TASK BRIEF:
Write out the lines below once more, exactly as they appear. Do not include pictures.

=== Section Start ===

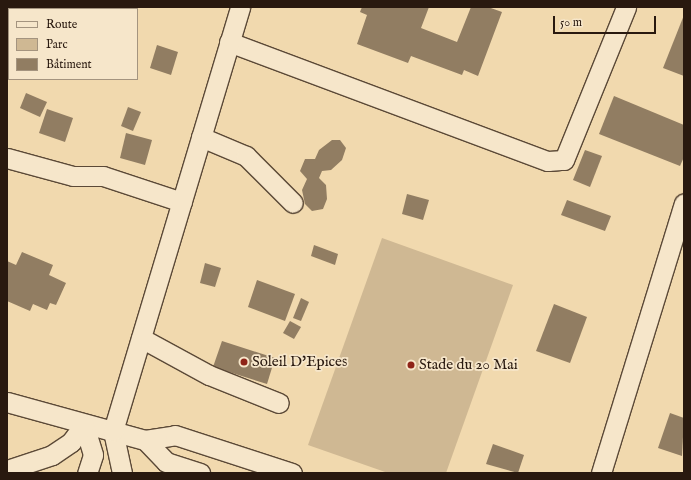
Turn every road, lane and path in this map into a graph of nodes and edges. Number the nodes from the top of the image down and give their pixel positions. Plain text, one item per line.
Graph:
1 (240, 7) edge
2 (626, 7) edge
3 (229, 42) junction
4 (201, 137) junction
5 (7, 158) edge
6 (182, 202) junction
7 (293, 203) dead end
8 (684, 203) edge
9 (141, 338) junction
10 (7, 402) edge
11 (279, 403) dead end
12 (84, 425) junction
13 (113, 431) junction
14 (145, 440) junction
15 (7, 470) edge
16 (87, 473) edge
17 (122, 473) edge
18 (200, 473) edge
19 (292, 473) edge
20 (601, 473) edge

1 - 3 street
2 - 3 street
3 - 4 street
4 - 6 street
4 - 7 street
5 - 6 street
6 - 9 street
8 - 20 street
9 - 11 street
9 - 13 street
10 - 12 street
12 - 13 street
12 - 15 street
12 - 16 street
13 - 14 street
13 - 17 street
14 - 18 street
14 - 19 street

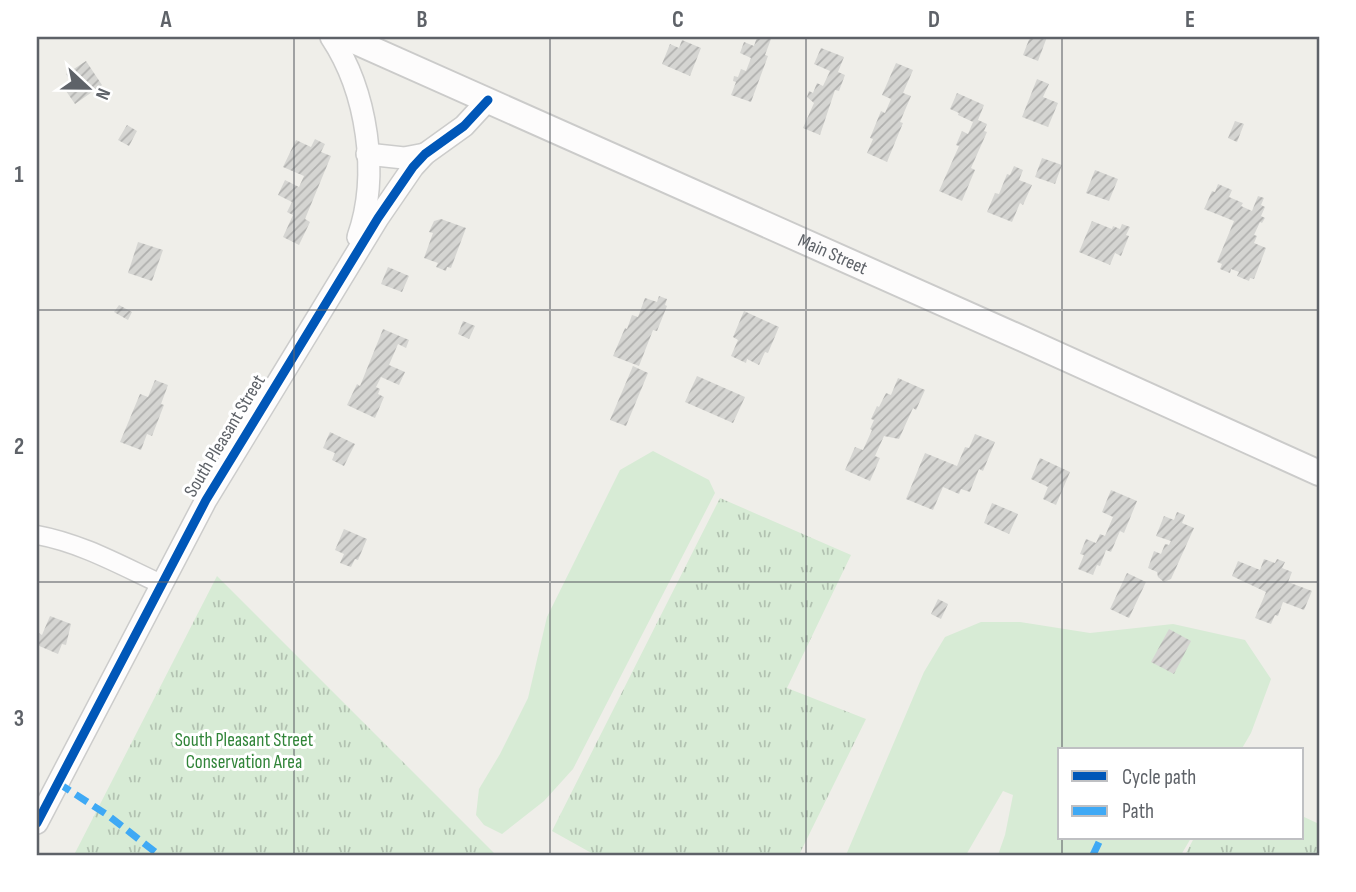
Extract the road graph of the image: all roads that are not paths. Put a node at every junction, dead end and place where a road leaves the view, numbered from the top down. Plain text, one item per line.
1 (331, 37) edge
2 (345, 37) edge
3 (488, 100) junction
4 (367, 154) junction
5 (425, 154) junction
6 (346, 271) junction
7 (1319, 473) edge
8 (37, 534) edge
9 (161, 584) junction
10 (37, 823) edge

1 - 4 street, South Pleasant Street
2 - 3 main road, Main Street
3 - 5 street, South Pleasant Street
3 - 7 main road, Main Street
4 - 5 street
4 - 6 street, South Pleasant Street
5 - 6 street, South Pleasant Street
6 - 9 street, South Pleasant Street
8 - 9 street
9 - 10 street, South Pleasant Street

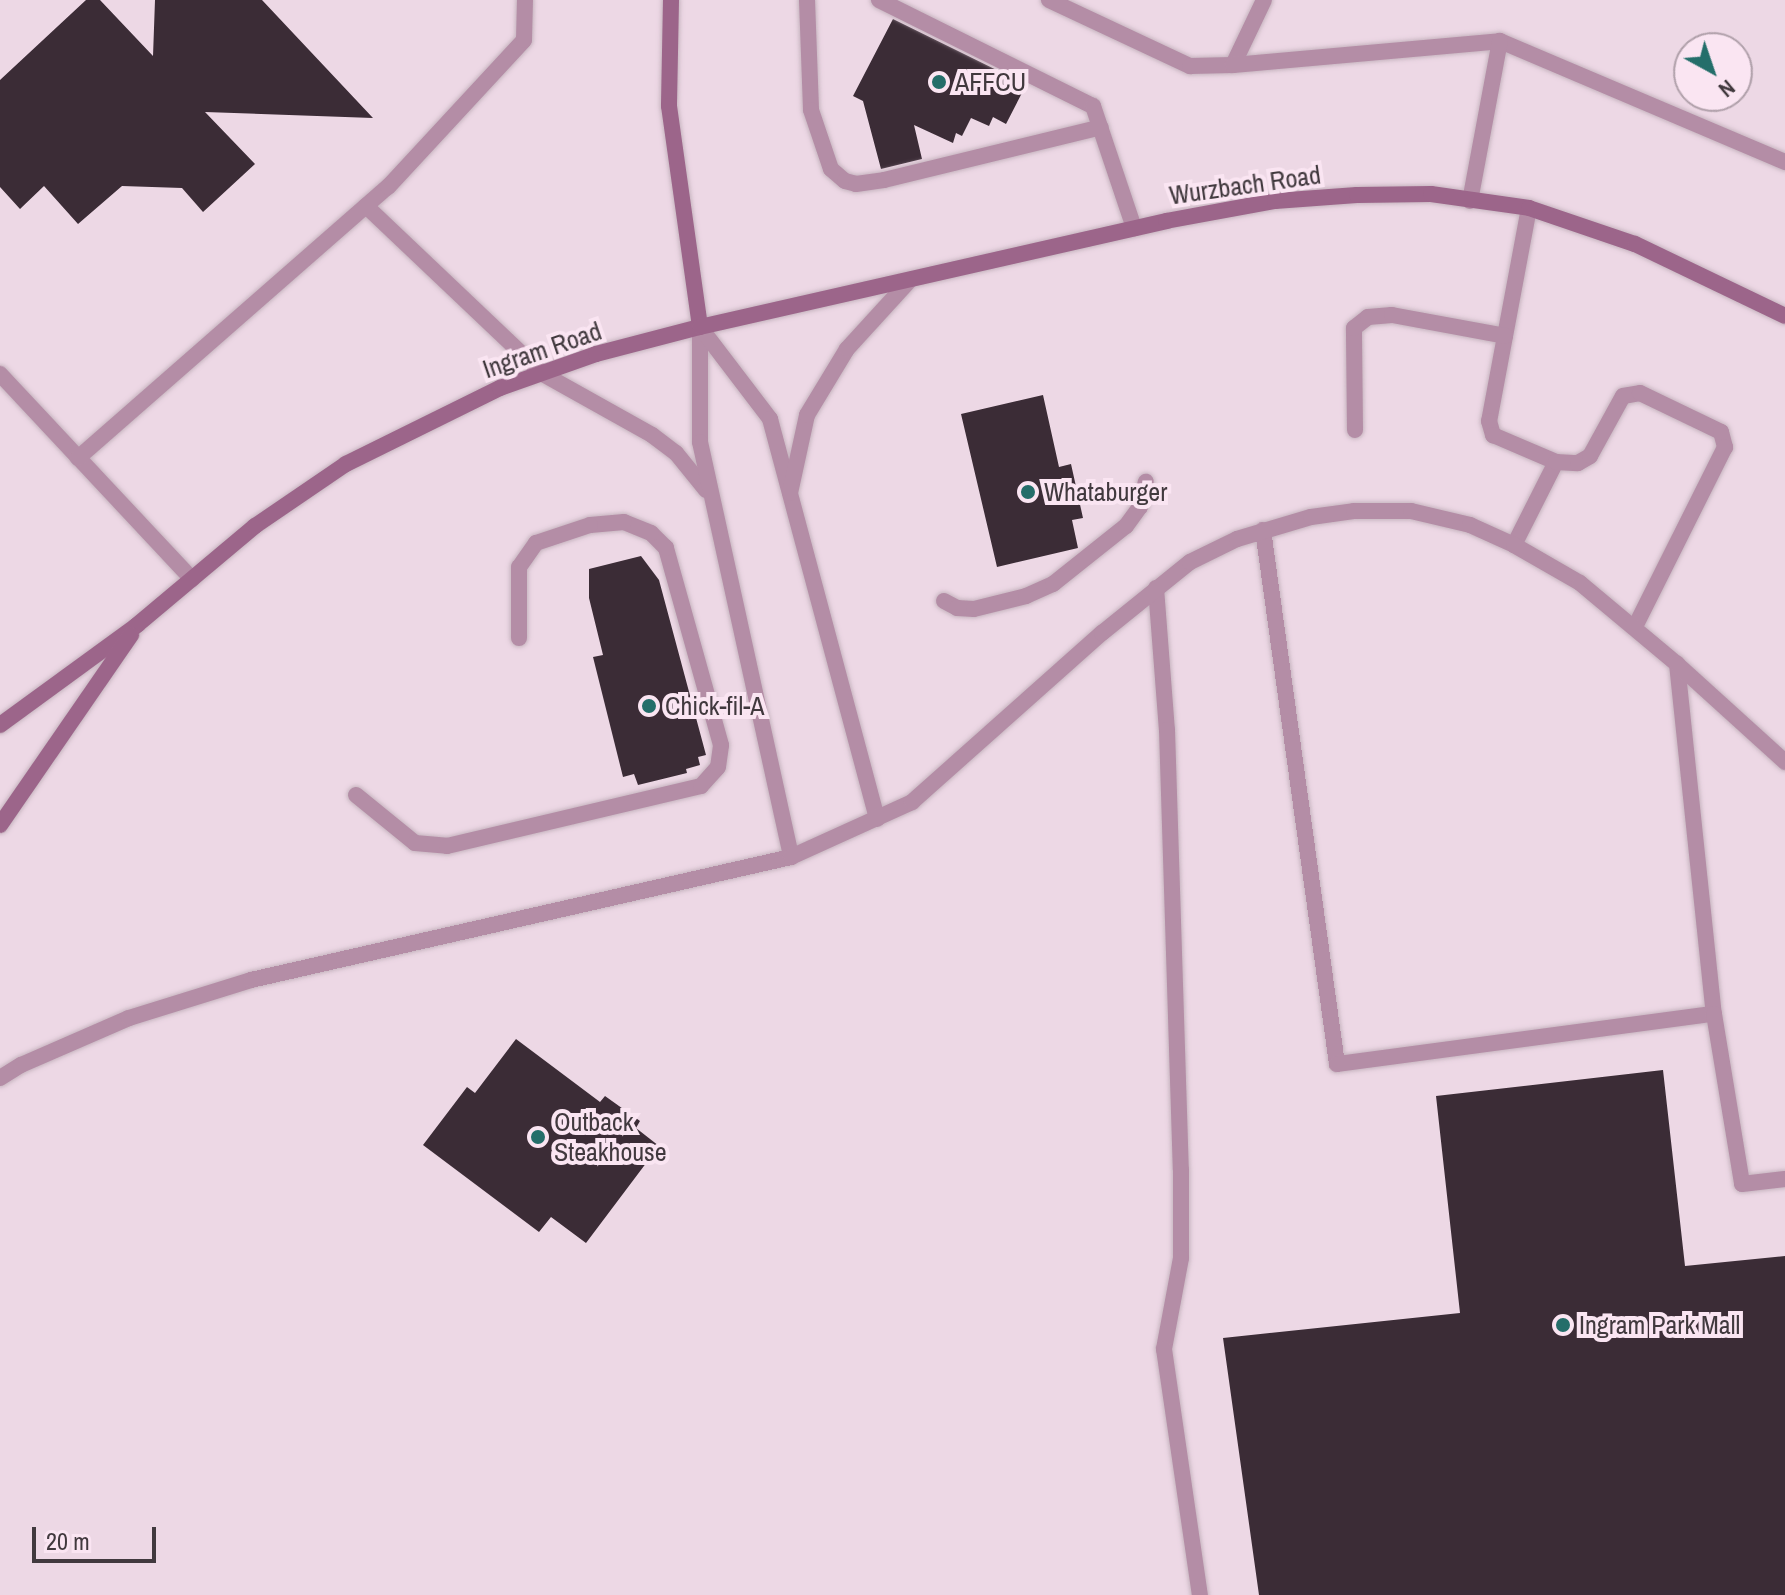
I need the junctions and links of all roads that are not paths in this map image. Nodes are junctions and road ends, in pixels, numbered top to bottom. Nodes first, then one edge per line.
1 (525, 0) edge
2 (671, 0) edge
3 (807, 0) edge
4 (879, 0) edge
5 (1049, 0) edge
6 (1264, 0) edge
7 (1500, 41) junction
8 (1233, 65) junction
9 (1101, 127) junction
10 (1785, 162) edge
11 (1470, 201) junction
12 (366, 206) junction
13 (1529, 208) junction
14 (1134, 228) junction
15 (910, 280) junction
16 (1785, 316) edge
17 (700, 327) junction
18 (1505, 336) junction
19 (0, 374) edge
20 (543, 374) junction
21 (1355, 430) dead end
22 (78, 458) junction
23 (1556, 462) junction
24 (1146, 482) dead end
25 (788, 498) junction
26 (713, 502) junction
27 (1263, 530) junction
28 (1514, 545) junction
29 (192, 579) junction
30 (1156, 588) junction
31 (944, 601) dead end
32 (137, 625) junction
33 (1635, 627) junction
34 (519, 638) dead end
35 (1677, 664) junction
36 (0, 725) edge
37 (1785, 762) edge
38 (356, 795) dead end
39 (877, 819) junction
40 (0, 825) edge
41 (791, 857) junction
42 (1714, 1014) junction
43 (0, 1078) edge
44 (1785, 1179) edge
45 (1200, 1595) edge

1 - 12 lane
2 - 17 main road
3 - 9 lane
4 - 9 lane
5 - 8 lane
6 - 8 lane
7 - 8 lane
7 - 10 lane
7 - 11 lane
9 - 14 lane
11 - 13 main road, Wurzbach Road
11 - 14 main road, Wurzbach Road
12 - 20 lane
12 - 22 lane
13 - 16 main road, Wurzbach Road
13 - 18 lane
14 - 15 main road, Wurzbach Road
15 - 17 main road, Wurzbach Road
15 - 25 lane
17 - 20 main road, Ingram Road
17 - 25 lane
17 - 26 lane
18 - 21 lane
18 - 23 lane
19 - 22 lane
20 - 26 lane
20 - 29 main road, Ingram Road
22 - 29 lane
23 - 28 lane
23 - 33 lane
24 - 31 lane
25 - 39 lane
26 - 41 lane
27 - 28 lane
27 - 30 lane
27 - 42 lane
28 - 33 lane
29 - 32 main road, Ingram Road
30 - 39 lane
30 - 45 lane
32 - 36 main road, Ingram Road
32 - 40 main road, Ingram Road
33 - 35 lane
34 - 38 lane
35 - 37 lane
35 - 42 lane
39 - 41 lane
41 - 43 lane
42 - 44 lane

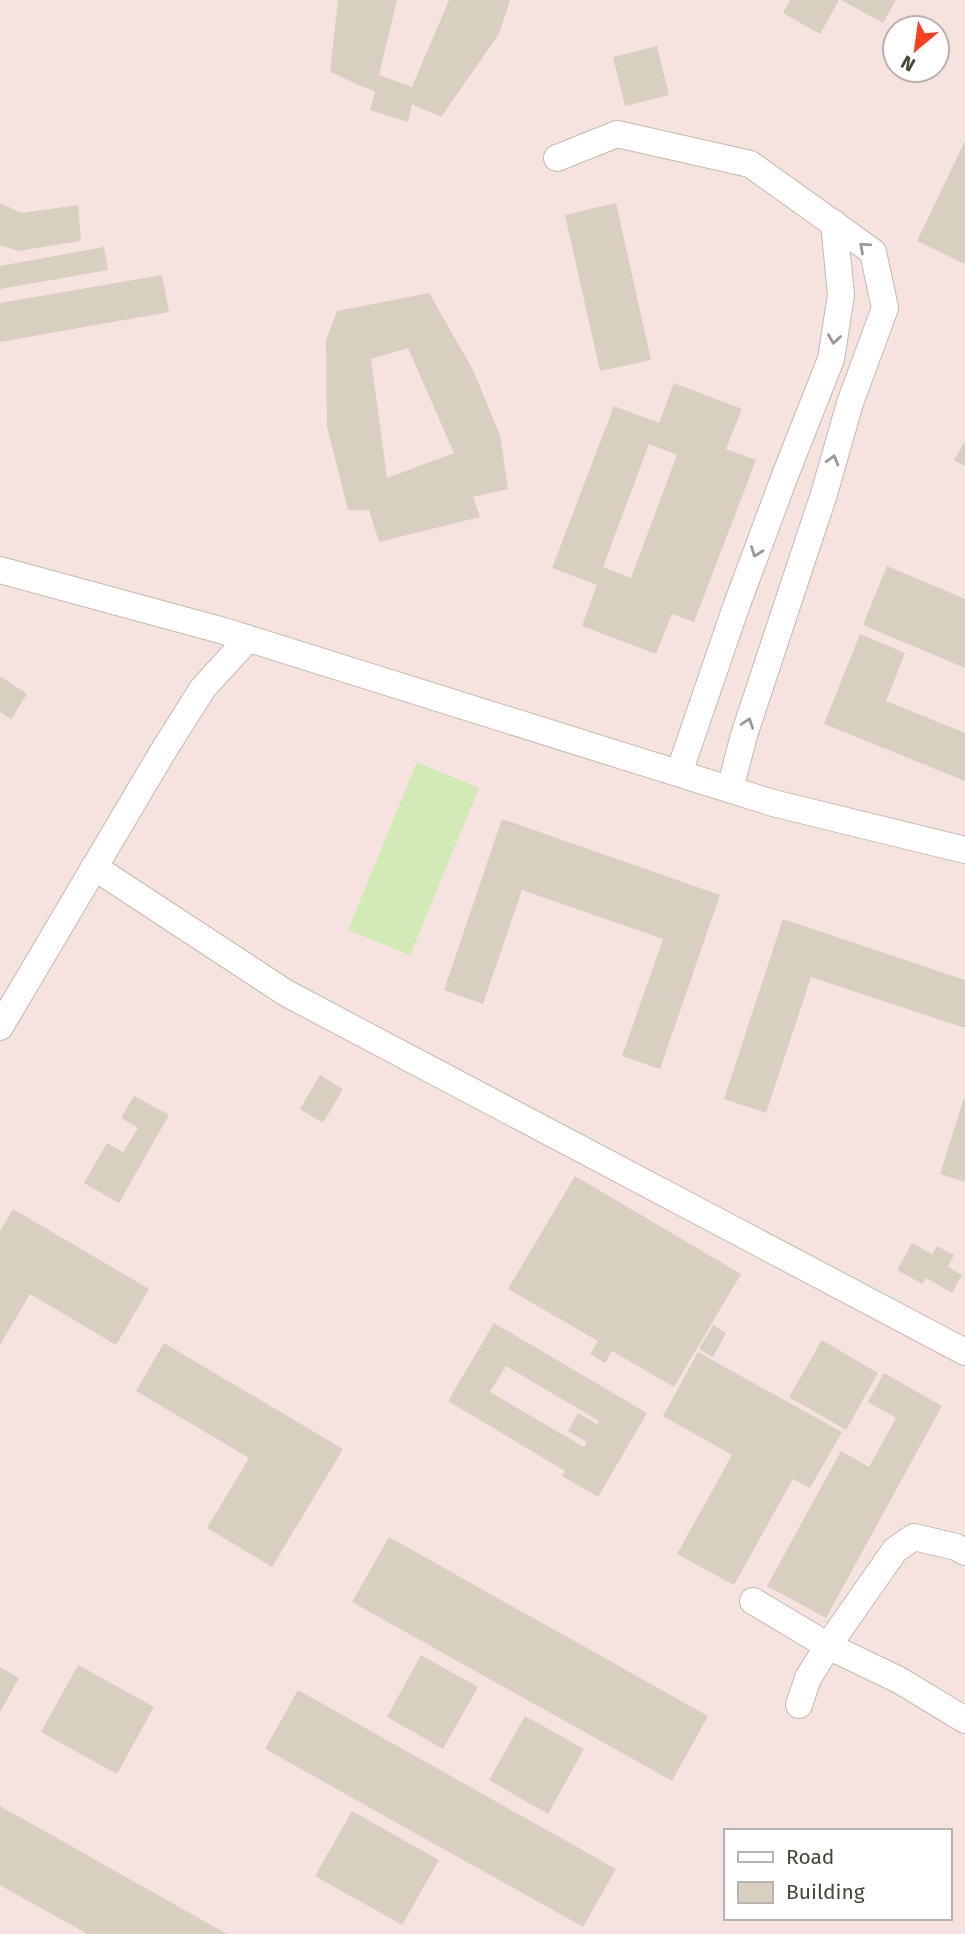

=== Section End ===

ANSWER SECTION:
Turn every road, lane and path in this map into a graph of nodes and edges. Number the nodes from the top of the image down and give their pixel positions. Plain text, one item per line.
Graph:
1 (240, 7) edge
2 (626, 7) edge
3 (229, 42) junction
4 (201, 137) junction
5 (7, 158) edge
6 (182, 202) junction
7 (293, 203) dead end
8 (684, 203) edge
9 (141, 338) junction
10 (7, 402) edge
11 (279, 403) dead end
12 (84, 425) junction
13 (113, 431) junction
14 (145, 440) junction
15 (7, 470) edge
16 (87, 473) edge
17 (122, 473) edge
18 (200, 473) edge
19 (292, 473) edge
20 (601, 473) edge

1 - 3 street
2 - 3 street
3 - 4 street
4 - 6 street
4 - 7 street
5 - 6 street
6 - 9 street
8 - 20 street
9 - 11 street
9 - 13 street
10 - 12 street
12 - 13 street
12 - 15 street
12 - 16 street
13 - 14 street
13 - 17 street
14 - 18 street
14 - 19 street

Extract the road graph of the image: all roads that are not paths. Put a node at every junction, dead end and place where a road leaves the view, numbered from the top down. Plain text, one item per line.
1 (331, 37) edge
2 (345, 37) edge
3 (488, 100) junction
4 (367, 154) junction
5 (425, 154) junction
6 (346, 271) junction
7 (1319, 473) edge
8 (37, 534) edge
9 (161, 584) junction
10 (37, 823) edge

1 - 4 street, South Pleasant Street
2 - 3 main road, Main Street
3 - 5 street, South Pleasant Street
3 - 7 main road, Main Street
4 - 5 street
4 - 6 street, South Pleasant Street
5 - 6 street, South Pleasant Street
6 - 9 street, South Pleasant Street
8 - 9 street
9 - 10 street, South Pleasant Street

I need the junctions and links of all roads that are not paths in this map image. Nodes are junctions and road ends, in pixels, numbered top to bottom. Nodes first, then one edge per line.
1 (525, 0) edge
2 (671, 0) edge
3 (807, 0) edge
4 (879, 0) edge
5 (1049, 0) edge
6 (1264, 0) edge
7 (1500, 41) junction
8 (1233, 65) junction
9 (1101, 127) junction
10 (1785, 162) edge
11 (1470, 201) junction
12 (366, 206) junction
13 (1529, 208) junction
14 (1134, 228) junction
15 (910, 280) junction
16 (1785, 316) edge
17 (700, 327) junction
18 (1505, 336) junction
19 (0, 374) edge
20 (543, 374) junction
21 (1355, 430) dead end
22 (78, 458) junction
23 (1556, 462) junction
24 (1146, 482) dead end
25 (788, 498) junction
26 (713, 502) junction
27 (1263, 530) junction
28 (1514, 545) junction
29 (192, 579) junction
30 (1156, 588) junction
31 (944, 601) dead end
32 (137, 625) junction
33 (1635, 627) junction
34 (519, 638) dead end
35 (1677, 664) junction
36 (0, 725) edge
37 (1785, 762) edge
38 (356, 795) dead end
39 (877, 819) junction
40 (0, 825) edge
41 (791, 857) junction
42 (1714, 1014) junction
43 (0, 1078) edge
44 (1785, 1179) edge
45 (1200, 1595) edge

1 - 12 lane
2 - 17 main road
3 - 9 lane
4 - 9 lane
5 - 8 lane
6 - 8 lane
7 - 8 lane
7 - 10 lane
7 - 11 lane
9 - 14 lane
11 - 13 main road, Wurzbach Road
11 - 14 main road, Wurzbach Road
12 - 20 lane
12 - 22 lane
13 - 16 main road, Wurzbach Road
13 - 18 lane
14 - 15 main road, Wurzbach Road
15 - 17 main road, Wurzbach Road
15 - 25 lane
17 - 20 main road, Ingram Road
17 - 25 lane
17 - 26 lane
18 - 21 lane
18 - 23 lane
19 - 22 lane
20 - 26 lane
20 - 29 main road, Ingram Road
22 - 29 lane
23 - 28 lane
23 - 33 lane
24 - 31 lane
25 - 39 lane
26 - 41 lane
27 - 28 lane
27 - 30 lane
27 - 42 lane
28 - 33 lane
29 - 32 main road, Ingram Road
30 - 39 lane
30 - 45 lane
32 - 36 main road, Ingram Road
32 - 40 main road, Ingram Road
33 - 35 lane
34 - 38 lane
35 - 37 lane
35 - 42 lane
39 - 41 lane
41 - 43 lane
42 - 44 lane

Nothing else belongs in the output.